- **Required work**:
For the entries below, say how many lines hold the word "Loma", with the number as the only reply.

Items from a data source
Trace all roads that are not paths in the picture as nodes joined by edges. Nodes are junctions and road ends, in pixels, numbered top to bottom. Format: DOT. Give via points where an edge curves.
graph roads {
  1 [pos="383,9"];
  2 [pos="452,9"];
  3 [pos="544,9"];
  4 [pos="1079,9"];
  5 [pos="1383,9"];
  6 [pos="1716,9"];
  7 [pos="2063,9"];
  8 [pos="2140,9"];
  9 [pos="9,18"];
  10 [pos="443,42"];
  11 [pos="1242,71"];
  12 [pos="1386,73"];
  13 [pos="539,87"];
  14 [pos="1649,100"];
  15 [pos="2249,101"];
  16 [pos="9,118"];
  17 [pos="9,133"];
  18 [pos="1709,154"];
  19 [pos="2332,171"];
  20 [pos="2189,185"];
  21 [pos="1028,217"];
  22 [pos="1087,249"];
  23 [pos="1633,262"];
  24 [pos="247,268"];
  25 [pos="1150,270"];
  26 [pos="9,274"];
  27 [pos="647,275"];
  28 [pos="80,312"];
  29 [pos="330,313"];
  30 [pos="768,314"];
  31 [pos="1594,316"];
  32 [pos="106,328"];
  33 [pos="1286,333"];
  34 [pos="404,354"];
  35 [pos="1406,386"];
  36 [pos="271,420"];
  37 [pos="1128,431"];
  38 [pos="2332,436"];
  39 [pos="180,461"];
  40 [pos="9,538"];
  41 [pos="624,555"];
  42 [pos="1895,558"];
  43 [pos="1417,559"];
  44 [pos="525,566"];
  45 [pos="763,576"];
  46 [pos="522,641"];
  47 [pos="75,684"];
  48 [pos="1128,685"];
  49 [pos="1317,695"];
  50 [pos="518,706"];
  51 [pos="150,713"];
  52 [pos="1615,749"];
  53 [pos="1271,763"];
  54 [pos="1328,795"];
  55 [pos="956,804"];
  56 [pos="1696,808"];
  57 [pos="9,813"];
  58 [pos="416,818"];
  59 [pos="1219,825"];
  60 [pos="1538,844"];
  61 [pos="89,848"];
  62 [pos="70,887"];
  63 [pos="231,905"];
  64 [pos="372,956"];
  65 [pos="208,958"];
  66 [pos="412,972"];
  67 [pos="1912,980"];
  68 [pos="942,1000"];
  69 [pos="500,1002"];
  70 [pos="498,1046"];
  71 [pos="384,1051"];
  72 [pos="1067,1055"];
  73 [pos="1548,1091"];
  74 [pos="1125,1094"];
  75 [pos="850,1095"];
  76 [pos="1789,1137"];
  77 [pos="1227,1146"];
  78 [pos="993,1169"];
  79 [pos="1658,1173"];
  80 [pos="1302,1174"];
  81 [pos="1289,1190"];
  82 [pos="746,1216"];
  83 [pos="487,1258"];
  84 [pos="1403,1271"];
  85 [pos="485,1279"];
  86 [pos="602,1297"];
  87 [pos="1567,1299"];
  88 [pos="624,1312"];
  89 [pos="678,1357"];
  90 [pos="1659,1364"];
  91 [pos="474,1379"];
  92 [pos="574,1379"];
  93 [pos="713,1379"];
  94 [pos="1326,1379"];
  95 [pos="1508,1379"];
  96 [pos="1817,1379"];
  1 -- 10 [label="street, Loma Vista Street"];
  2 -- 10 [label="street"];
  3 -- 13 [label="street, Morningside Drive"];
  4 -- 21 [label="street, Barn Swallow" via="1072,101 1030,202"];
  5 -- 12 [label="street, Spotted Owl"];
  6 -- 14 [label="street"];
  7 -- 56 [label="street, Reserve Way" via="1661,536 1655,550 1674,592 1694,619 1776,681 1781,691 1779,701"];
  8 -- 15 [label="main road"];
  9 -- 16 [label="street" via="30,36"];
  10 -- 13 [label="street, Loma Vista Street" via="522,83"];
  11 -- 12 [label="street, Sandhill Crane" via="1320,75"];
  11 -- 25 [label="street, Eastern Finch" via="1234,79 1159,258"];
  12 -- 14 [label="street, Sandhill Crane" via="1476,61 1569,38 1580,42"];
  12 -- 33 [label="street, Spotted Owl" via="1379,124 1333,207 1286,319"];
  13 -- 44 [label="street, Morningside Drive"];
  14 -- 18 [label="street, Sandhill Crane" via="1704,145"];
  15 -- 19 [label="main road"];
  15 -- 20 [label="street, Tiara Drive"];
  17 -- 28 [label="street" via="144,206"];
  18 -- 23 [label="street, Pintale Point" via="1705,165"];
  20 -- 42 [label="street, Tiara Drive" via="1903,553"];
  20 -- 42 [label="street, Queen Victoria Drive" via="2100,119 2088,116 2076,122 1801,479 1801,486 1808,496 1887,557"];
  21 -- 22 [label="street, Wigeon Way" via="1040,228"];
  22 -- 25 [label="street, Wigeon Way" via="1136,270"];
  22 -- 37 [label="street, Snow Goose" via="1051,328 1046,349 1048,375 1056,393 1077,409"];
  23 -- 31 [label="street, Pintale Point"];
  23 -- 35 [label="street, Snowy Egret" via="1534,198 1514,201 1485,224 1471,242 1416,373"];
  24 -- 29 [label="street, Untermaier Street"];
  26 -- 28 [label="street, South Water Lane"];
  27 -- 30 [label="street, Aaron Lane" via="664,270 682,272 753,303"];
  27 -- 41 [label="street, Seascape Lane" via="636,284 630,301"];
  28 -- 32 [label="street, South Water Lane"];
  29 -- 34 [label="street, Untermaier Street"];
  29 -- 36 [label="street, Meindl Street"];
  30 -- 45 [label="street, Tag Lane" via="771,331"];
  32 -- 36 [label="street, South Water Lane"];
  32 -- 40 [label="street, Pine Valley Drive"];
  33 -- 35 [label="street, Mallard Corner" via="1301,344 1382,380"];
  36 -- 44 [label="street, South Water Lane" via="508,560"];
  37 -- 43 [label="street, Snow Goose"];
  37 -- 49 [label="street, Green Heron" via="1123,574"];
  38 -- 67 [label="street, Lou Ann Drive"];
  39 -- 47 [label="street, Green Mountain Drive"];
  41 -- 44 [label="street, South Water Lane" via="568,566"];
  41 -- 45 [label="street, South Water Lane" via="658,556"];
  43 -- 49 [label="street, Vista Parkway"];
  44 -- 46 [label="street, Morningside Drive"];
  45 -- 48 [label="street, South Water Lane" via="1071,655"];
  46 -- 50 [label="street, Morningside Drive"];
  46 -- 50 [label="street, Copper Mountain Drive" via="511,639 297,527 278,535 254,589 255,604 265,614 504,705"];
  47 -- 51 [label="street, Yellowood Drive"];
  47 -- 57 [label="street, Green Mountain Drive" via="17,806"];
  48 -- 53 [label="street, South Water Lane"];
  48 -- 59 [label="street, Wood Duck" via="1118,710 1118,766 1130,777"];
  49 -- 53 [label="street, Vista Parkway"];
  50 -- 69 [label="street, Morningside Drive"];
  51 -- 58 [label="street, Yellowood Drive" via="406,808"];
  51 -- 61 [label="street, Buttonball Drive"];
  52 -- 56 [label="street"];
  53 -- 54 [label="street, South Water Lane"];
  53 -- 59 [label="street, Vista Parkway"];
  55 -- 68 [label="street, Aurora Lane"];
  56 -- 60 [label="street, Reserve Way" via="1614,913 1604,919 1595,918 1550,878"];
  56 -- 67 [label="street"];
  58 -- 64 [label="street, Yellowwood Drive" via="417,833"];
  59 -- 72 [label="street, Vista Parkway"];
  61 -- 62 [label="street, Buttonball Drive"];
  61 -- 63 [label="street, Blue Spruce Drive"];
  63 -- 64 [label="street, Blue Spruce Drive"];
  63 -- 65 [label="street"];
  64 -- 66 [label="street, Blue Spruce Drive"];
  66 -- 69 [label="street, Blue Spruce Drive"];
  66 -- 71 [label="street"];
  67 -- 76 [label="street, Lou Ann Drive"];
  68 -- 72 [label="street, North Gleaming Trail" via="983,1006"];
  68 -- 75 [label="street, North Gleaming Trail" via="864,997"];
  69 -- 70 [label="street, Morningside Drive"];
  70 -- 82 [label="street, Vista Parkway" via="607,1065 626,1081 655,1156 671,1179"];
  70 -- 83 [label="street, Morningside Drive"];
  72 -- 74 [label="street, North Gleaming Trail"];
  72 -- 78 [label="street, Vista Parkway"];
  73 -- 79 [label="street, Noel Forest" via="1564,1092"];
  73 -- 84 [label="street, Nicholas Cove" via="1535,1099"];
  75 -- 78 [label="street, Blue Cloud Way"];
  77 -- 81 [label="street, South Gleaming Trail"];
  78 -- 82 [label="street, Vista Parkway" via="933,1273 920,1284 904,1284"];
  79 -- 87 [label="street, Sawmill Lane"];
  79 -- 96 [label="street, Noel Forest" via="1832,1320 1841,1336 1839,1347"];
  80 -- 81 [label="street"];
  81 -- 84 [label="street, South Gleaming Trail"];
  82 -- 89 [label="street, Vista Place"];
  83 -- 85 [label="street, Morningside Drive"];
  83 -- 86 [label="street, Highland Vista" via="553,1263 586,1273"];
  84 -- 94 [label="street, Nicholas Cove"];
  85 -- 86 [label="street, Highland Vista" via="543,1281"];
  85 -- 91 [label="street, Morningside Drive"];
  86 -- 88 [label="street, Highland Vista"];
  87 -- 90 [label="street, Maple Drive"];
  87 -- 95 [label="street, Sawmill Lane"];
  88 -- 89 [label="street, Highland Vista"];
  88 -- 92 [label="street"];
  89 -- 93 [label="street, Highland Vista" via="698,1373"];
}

- **Answer to this problem**:
2